W2.R


Video 2 - STRUCTURE OF DATA ANALYSIS _ Part I

1. Define Question
2. Define ideal data set
Depending on goal:sam
  Descriptive: whole population
  Exploratory: random sample with many variables measured
  Inferential: right population, randomly sampled
  Predictive: training and test data set from same population
  Causua: data from a randomized study
  Mechanistic: data about all components of the system


3. Determine accessible data
4. Obtain data
5. Clean Data
  may need reformating, subsamling, know sources of data, and determine if data is good enough, know how it is pre-proccessedlibarr


                Video 3 - STRUCTURE OF DATA ANALYSIS _ PART II
6. Exploratory Data Analysis
  Since we're trying to perform a prediction, we need a training set and a test set. Did this by creating a random training set indicator'
  look at summaries of the data, check for missing data, create exploratory plots, peform exploratory analyses (eg: clustering)
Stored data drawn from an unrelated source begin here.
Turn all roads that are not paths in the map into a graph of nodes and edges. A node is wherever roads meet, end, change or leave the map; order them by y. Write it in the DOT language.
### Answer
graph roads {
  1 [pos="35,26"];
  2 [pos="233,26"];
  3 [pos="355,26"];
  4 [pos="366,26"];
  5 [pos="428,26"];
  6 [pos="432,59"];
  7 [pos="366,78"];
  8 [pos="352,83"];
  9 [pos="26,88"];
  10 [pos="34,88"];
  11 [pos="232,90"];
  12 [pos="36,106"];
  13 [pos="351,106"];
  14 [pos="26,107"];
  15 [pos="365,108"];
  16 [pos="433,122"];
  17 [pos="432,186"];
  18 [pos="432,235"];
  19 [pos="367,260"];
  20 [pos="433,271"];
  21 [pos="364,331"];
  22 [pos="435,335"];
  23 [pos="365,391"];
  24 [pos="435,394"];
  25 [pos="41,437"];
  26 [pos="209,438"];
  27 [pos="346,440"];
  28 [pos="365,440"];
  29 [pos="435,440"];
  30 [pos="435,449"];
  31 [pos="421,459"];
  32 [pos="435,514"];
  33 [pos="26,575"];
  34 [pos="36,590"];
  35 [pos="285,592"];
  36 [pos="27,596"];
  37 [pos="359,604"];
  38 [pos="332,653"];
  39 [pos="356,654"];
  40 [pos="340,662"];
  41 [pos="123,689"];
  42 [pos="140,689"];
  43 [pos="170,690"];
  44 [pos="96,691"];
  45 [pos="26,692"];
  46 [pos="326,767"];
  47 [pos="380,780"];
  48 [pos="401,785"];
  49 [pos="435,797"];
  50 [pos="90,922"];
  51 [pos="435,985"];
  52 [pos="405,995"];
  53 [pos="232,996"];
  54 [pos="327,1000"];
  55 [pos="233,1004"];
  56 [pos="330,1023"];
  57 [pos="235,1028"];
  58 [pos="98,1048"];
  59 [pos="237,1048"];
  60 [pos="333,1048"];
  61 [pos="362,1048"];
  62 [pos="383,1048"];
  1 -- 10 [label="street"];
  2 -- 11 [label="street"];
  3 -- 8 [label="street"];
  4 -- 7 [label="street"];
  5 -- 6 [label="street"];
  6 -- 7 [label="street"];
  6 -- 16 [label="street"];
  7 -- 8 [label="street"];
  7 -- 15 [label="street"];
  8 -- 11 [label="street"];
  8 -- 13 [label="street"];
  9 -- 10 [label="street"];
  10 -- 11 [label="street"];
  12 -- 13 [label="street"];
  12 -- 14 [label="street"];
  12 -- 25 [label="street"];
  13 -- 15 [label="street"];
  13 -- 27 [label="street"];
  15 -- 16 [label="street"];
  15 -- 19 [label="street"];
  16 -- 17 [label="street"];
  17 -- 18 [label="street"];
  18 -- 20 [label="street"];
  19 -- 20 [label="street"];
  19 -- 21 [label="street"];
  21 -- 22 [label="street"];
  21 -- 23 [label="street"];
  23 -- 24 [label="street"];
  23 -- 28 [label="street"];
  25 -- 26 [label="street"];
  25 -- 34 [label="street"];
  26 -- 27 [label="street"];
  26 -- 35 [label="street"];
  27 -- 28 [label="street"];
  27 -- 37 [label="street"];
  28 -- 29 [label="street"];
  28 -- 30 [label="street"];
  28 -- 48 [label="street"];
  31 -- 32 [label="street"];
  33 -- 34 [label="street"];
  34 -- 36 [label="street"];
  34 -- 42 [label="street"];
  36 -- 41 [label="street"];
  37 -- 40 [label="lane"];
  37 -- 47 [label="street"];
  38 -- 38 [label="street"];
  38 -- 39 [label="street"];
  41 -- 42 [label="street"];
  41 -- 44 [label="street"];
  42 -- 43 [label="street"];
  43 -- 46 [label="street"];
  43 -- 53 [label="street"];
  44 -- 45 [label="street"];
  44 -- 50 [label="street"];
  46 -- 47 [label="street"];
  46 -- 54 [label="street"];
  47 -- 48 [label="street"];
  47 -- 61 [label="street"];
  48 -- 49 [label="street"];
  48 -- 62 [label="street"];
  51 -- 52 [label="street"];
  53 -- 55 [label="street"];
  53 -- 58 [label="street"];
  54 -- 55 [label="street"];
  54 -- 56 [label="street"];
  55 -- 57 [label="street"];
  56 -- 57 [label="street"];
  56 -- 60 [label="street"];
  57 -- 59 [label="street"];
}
7. Statistical prediciton/modeling
  should be informed by results from exploratory analysis
  exact methods depend on question of interest
  transformations/processing should be accounted for when necessary
  measures of uncertainty should be reported
8. Interpret Results
  Use Appropriate Language
    Describes
    Inferential analysis: Correlates with/associated with
    Causal analysis: leads to/causes
    Prediction analysis: predicts
  Give explanation, interpret coefficients, and report measures of uncertainty
9. Challenge Results
  challenge all steps, measures of uncertainty, choices of terms in models, and think of potential alternative analyses
10. Synthesize/write up results
  Lead with a question
  Summarize analyses into the story, starts with beginning, then explains how performed the analysis, and ends with a conclusion. Don't include ever analysis, Include it only if it's needed for the story or needed to address a challenge
  Order analyses according to the story, rather than chronologically.
  Make pretty
11. Create reproducible code

                        Video 4 - ORGANIZING DATA ANALYSIS

Data
-Have 2 folders: (raw (have source) and processed (must be nice, named, easy to see -should occur in the README file - report location where data was found) data)

Figures
-Exploratory Figures (used to mess around with data, not presentable)
-Final Figures (presentable)

Code Folders
-Folder just for R code
  -Raw Scripts
    -less commented, multiple versions
  -Final Scripts (reproduce all analyses I used in presentation)
    -put small comments liberally, bigger commented blocks for whole sections. Put final process)
  -R Markdown Files (integrated bits of code and writing allow me to comment in code)
    -addition or substitute to distributed final scripts. very structured
Text 
  -Readme files (not necessarily in R markdown)
  -Text of Analysis
    -Include: title, introduction (motivation), methods (stats I used), results (include measures of uncertainty), and conclusions (or potential problems)
    -Tell a story
    -Don't include every analysis I did'
    -References should be included for statistical methods

                          Video 5 - GETTING DATA (PART I)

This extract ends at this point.